Section 2.2.Number, Tenure and Qualifications. The Board of Directors shall be elected at the annual meeting of the shareholders or at any special meeting held in lieu thereof, to serve one year terms, or until their successors shall be elected and qualified. No individual shall be named or elected as a Director without his prior consent. The Board of Directors shall consist of not less than six (6), nor more than twelve (12) members, which number shall be fixed by a resolution of the Board of Directors. In the absence of such resolution, the Board of Directors shall consist of seven (7) members. This number may be increased or decreased at any time by resolution of the Board of Directors provided, however, the Board of Directors may not by resolution increase or decrease the authorized number of Directors by more than 30 percent of the number of Directors last elected by the shareholders. No reduction in the number of Directors shall have the effect of shortening the term of any incumbent Director. Directors shall hold office until their respective successors are elected.
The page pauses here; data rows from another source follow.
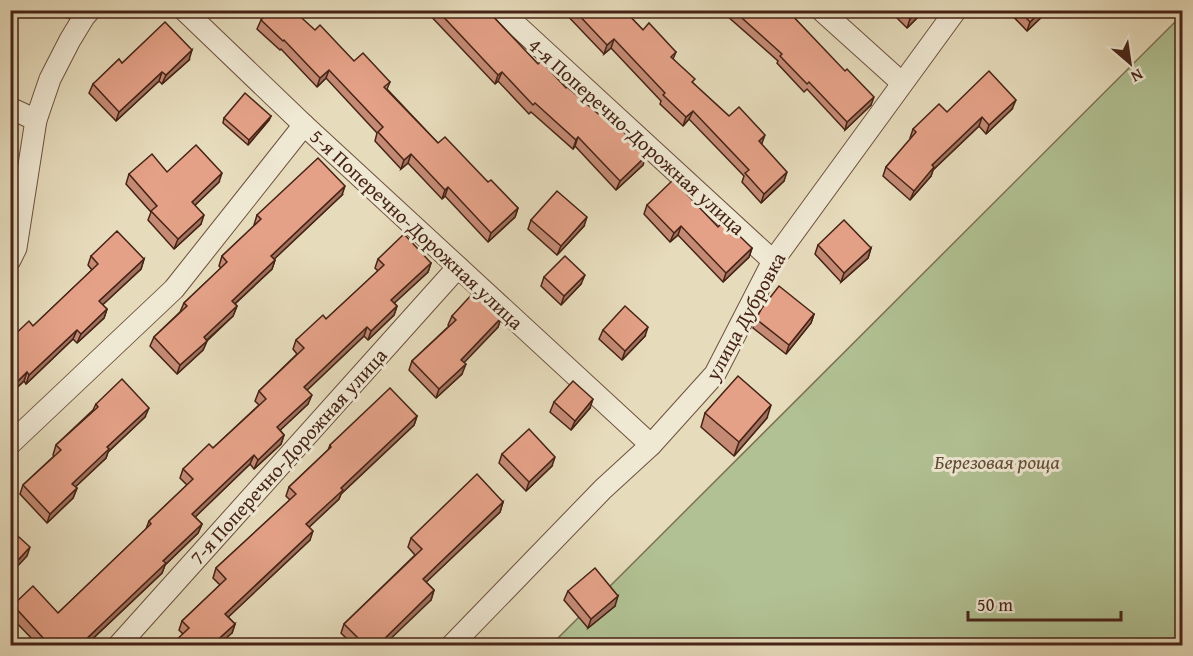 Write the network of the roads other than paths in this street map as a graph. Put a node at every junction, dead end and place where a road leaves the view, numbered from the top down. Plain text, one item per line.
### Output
1 (61, 10) edge
2 (184, 10) edge
3 (500, 10) edge
4 (821, 10) edge
5 (956, 10) edge
6 (87, 14) edge
7 (902, 83) junction
8 (10, 108) edge
9 (36, 120) junction
10 (304, 125) junction
11 (10, 260) edge
12 (773, 261) junction
13 (458, 267) junction
14 (11, 444) edge
15 (651, 446) junction
16 (118, 645) edge
17 (451, 645) edge

1 - 6 lane
2 - 10 street, 5-я Поперечно-Дорожная улица
3 - 12 street, 4-я Поперечно-Дорожная улица
4 - 7 street
5 - 7 street, улица Дубровка
6 - 9 street
7 - 12 street, улица Дубровка
8 - 9 street
9 - 11 street
10 - 13 street, 5-я Поперечно-Дорожная улица
10 - 14 street
12 - 15 street, улица Дубровка
13 - 15 street, 5-я Поперечно-Дорожная улица
13 - 16 street, 7-я Поперечно-Дорожная улица
15 - 17 street, улица Дубровка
Directors reaching the age of seventy (70) years shall be ineligible for renomination to the Board of Directors of the Corporation at the expiration of the term of office during which the director becomes 70 years of age. Provided, however, that the foregoing clause shall not apply to the original Directors, K. Venson Bolt, J. H. Conduff, William R. Gardner, Jr., C. W. Harman, Kevin D. Mitchell, R. Leon Moore, Dorsey H. Thompson and J. T. Williams, Jr., their tenure shall be grandfathered under The Bank of Floyd Bylaws.
No person who is seventy (70) years of age or older shall be eligible for nomination to the Board of Directors of the Corporation.
Section 2.3.Class of Directors. Directors shall be as set forth in the holding company’s Articles of Incorporation.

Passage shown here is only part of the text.